Alors bien sûr, la centralisation n’est pas souhaitable, mais la convergence est un principe qui permettrait à tous ces humains de trouver leur place : certains sont plus à l’aise sur un forum, d’autres sur IRC [Internet Relay Chat] , d’autres sur les réseaux sociaux modernes, d’autres encore aiment rédiger de la documentation (on a tout de même 3 wikis « debian » francophones, ce qui prouve la présence de nombreux rédacteurs), d’autres se sentent pédagogues, d’autres enfin, ne supportent pas les débutants et préfèrent parler technique et code dur.

Et bien je pense que c’est cette diversité qui fait notre force, et que sur un portail unique, chacun pourrait trouver une place qui lui convient, mais sans s’opposer aux autres, en collaborant, et en découvrant même des aspects de notre communauté auxquels ils n’avaient pas pensé avant.
Bref … encore un beau rêve @arpi mais celui-là, il demande un torrent de patience et de compréhension… c’est pas encore gagné, mais c’est possible.

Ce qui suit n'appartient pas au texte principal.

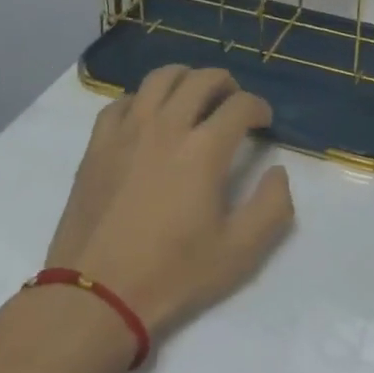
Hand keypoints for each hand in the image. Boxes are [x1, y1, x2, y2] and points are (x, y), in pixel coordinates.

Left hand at [44, 66, 293, 340]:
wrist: (96, 294)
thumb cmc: (172, 274)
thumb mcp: (239, 252)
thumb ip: (272, 206)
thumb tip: (278, 171)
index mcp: (204, 149)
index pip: (240, 105)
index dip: (258, 107)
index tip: (263, 122)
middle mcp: (166, 126)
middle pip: (201, 79)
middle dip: (226, 83)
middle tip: (232, 101)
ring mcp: (127, 130)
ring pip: (160, 78)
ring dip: (184, 79)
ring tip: (193, 95)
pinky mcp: (98, 143)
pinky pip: (121, 101)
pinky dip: (142, 99)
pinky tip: (147, 117)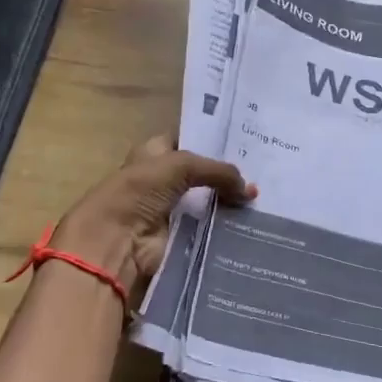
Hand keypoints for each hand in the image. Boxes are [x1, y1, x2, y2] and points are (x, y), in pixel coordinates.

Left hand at [50, 137, 254, 299]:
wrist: (117, 241)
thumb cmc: (139, 191)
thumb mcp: (180, 165)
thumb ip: (218, 171)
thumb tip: (250, 189)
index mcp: (154, 153)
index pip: (187, 139)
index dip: (212, 139)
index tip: (246, 140)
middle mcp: (163, 179)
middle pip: (203, 173)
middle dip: (229, 172)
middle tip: (263, 169)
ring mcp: (173, 210)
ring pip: (210, 200)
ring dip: (232, 200)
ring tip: (265, 195)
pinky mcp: (182, 236)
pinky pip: (211, 227)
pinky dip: (229, 225)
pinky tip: (255, 220)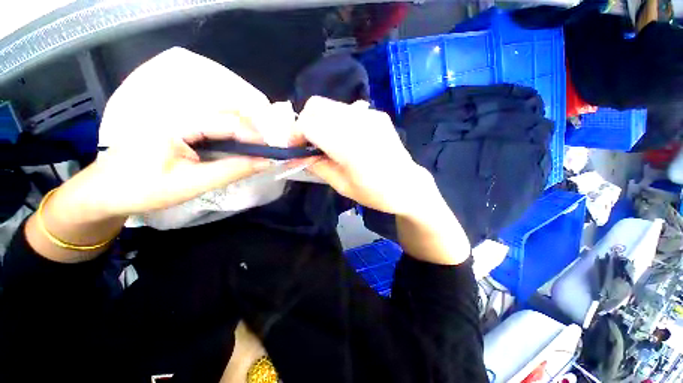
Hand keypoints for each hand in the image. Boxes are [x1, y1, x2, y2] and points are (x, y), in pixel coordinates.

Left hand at [70, 47, 275, 219]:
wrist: (105, 192)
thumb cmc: (143, 190)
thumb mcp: (191, 184)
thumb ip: (232, 170)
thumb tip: (266, 162)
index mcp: (176, 122)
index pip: (227, 120)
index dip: (255, 135)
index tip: (272, 152)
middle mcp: (178, 110)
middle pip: (227, 112)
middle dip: (253, 130)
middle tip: (267, 151)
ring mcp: (178, 115)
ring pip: (222, 115)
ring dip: (244, 131)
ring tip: (257, 150)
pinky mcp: (179, 123)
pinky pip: (214, 122)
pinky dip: (232, 133)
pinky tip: (239, 147)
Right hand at [292, 96, 438, 216]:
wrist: (407, 186)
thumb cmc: (375, 192)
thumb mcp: (341, 185)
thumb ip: (317, 165)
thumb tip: (298, 155)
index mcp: (349, 145)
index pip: (309, 124)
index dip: (295, 134)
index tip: (294, 148)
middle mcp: (359, 122)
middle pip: (316, 106)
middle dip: (305, 123)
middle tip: (308, 143)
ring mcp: (370, 115)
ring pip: (330, 105)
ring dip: (320, 121)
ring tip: (326, 141)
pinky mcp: (377, 114)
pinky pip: (347, 110)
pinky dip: (336, 120)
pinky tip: (344, 137)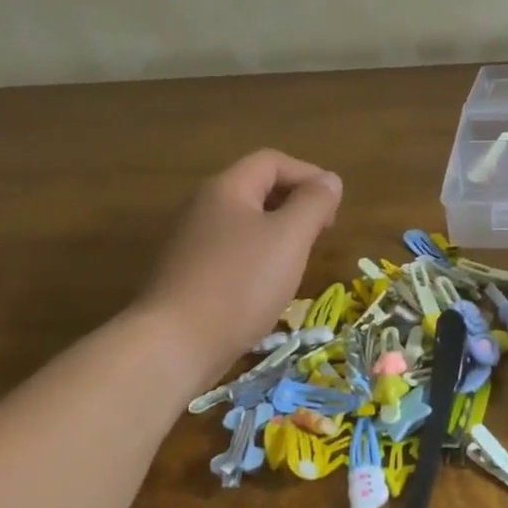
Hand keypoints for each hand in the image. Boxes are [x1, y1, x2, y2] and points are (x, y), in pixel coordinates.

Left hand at [138, 149, 341, 385]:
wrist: (174, 346)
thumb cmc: (239, 283)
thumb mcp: (290, 237)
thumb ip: (313, 203)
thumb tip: (329, 181)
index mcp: (226, 189)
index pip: (271, 161)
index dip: (308, 175)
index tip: (333, 206)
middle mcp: (203, 208)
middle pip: (256, 190)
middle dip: (295, 204)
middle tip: (321, 233)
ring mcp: (190, 244)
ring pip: (245, 224)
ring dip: (278, 234)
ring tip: (300, 261)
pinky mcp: (187, 277)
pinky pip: (231, 254)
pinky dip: (258, 260)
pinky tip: (268, 288)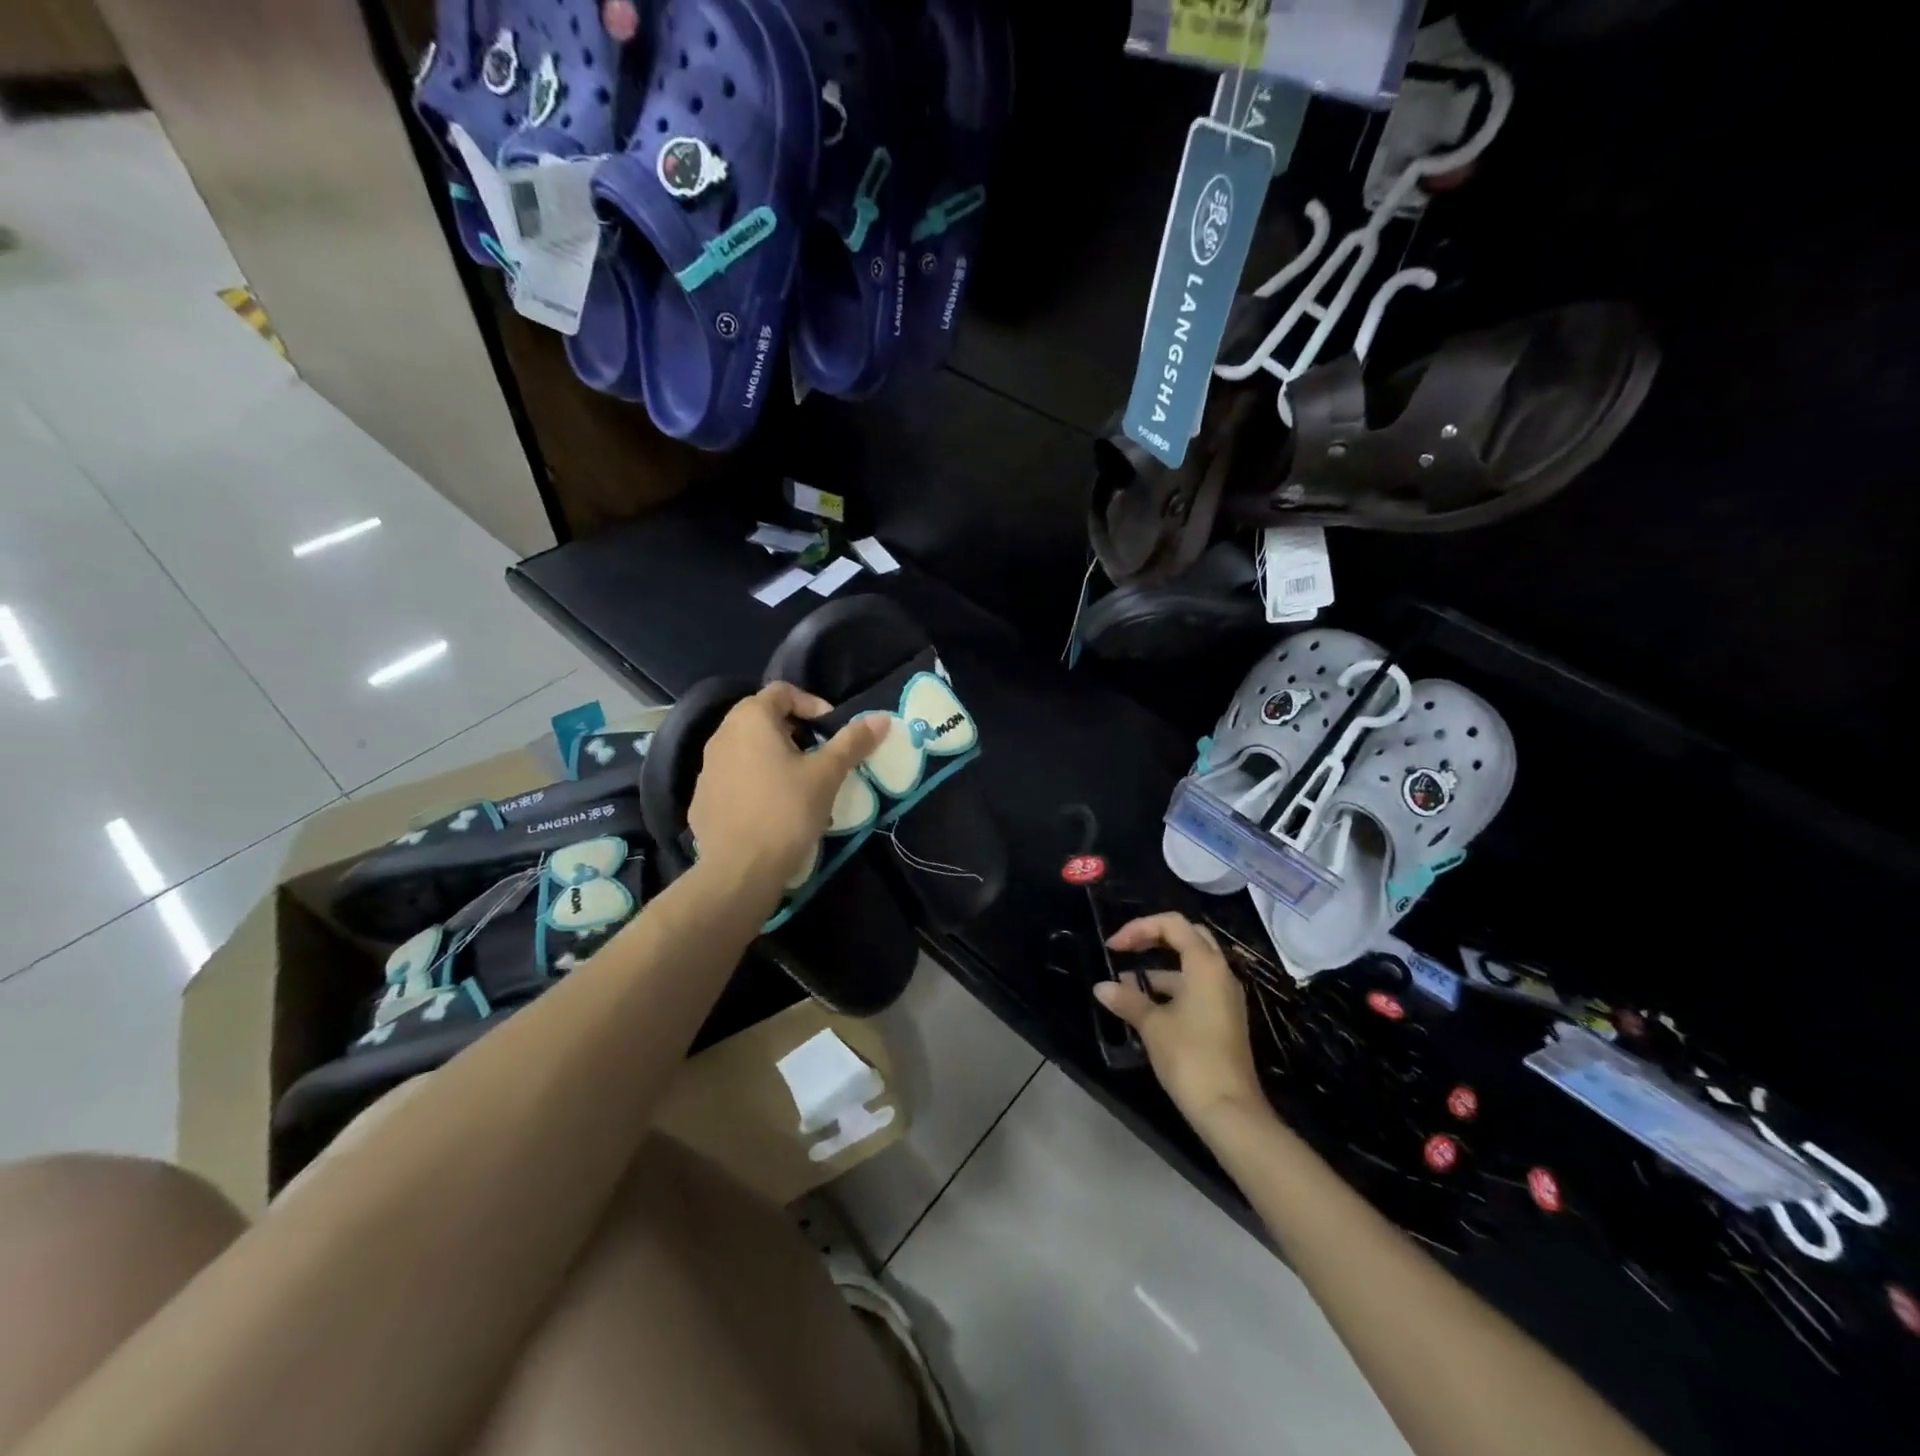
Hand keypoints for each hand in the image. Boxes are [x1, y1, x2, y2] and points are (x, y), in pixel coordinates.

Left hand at [687, 683, 887, 897]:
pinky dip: (756, 783)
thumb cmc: (787, 810)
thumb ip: (853, 742)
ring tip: (801, 787)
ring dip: (776, 758)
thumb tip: (882, 718)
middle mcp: (721, 736)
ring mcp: (707, 769)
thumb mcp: (827, 774)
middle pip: (763, 719)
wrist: (740, 869)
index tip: (832, 730)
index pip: (782, 692)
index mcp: (751, 719)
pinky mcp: (702, 800)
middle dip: (796, 733)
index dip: (812, 704)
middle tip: (820, 757)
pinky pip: (735, 779)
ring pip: (748, 751)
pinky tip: (774, 810)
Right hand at [1095, 913, 1262, 1123]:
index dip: (1139, 928)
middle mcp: (1220, 973)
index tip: (1114, 947)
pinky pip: (1196, 987)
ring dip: (1159, 967)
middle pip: (1187, 936)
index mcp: (1205, 965)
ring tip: (1126, 984)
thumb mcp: (1153, 1026)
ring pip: (1191, 964)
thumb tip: (1102, 987)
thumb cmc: (1190, 1057)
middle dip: (1153, 938)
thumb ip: (1127, 1000)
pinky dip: (1170, 988)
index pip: (1172, 924)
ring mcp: (1225, 996)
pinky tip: (1146, 1006)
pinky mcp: (1224, 1017)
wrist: (1229, 1110)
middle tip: (1125, 949)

La collaboration avec Emmabuntüs est un élément probant de cette possibilité : nous avons plusieurs membres du forum qui utilisent déjà Emmabuntüs mais aussi d’autres OS et c’est très bien (la diversité, c’est toujours mieux). Mais je regrettais un manque d’actions réelles entre ces utilisateurs : chacun son forum, chacun sa doc, chacun sa communication… Le fait que le collectif Emmabuntüs et l’association Debian-Facile œuvrent ensemble sur un même projet montre que cet échange libriste, ce partage libriste ne doit plus être utiliser pour diviser notre communauté (oui, j’ose dire « notre »).
Cela fait trop longtemps que tout le monde s’accorde à dire que la « communauté du Libre » n’existe pas et que ce ne sont que des blocs disparates. J’aimerais que Debian-Facile et son travail fasse des émules et que, de la même façon qu’HandyLinux a fusionné avec Debian-Facile, de la même façon qu’Emmabuntüs et Debian-Facile se sont jointes pour œuvrer ensemble, d’autres communautés si proches les unes des autres, collaborent et arrête ces rivalités stupides pour savoir quelle est la « meilleure distro », « quel système est le plus sécurisé », « quel est le meilleur système d’init »…

J’aimerais que l’on se concentre sur l’essentiel, à savoir le fabuleux potentiel économique, social et politique du Libre, de ses valeurs et de son éthique.
Mais cela dépasse largement le cadre de l’association Debian-Facile.

 

– A l’heure où nous mettons sous presse, nous découvrons qu’arpinux vient de publier un mini-bilan de son premier mois de présidence et c’est ici.

Un grand merci à notre ami arpinux pour avoir accepté cette interview, et pris le temps de répondre longuement et fort honnêtement à nos questions. Et nous souhaitons bonne chance à toute l’équipe de Debian-Facile pour toutes les actions à venir.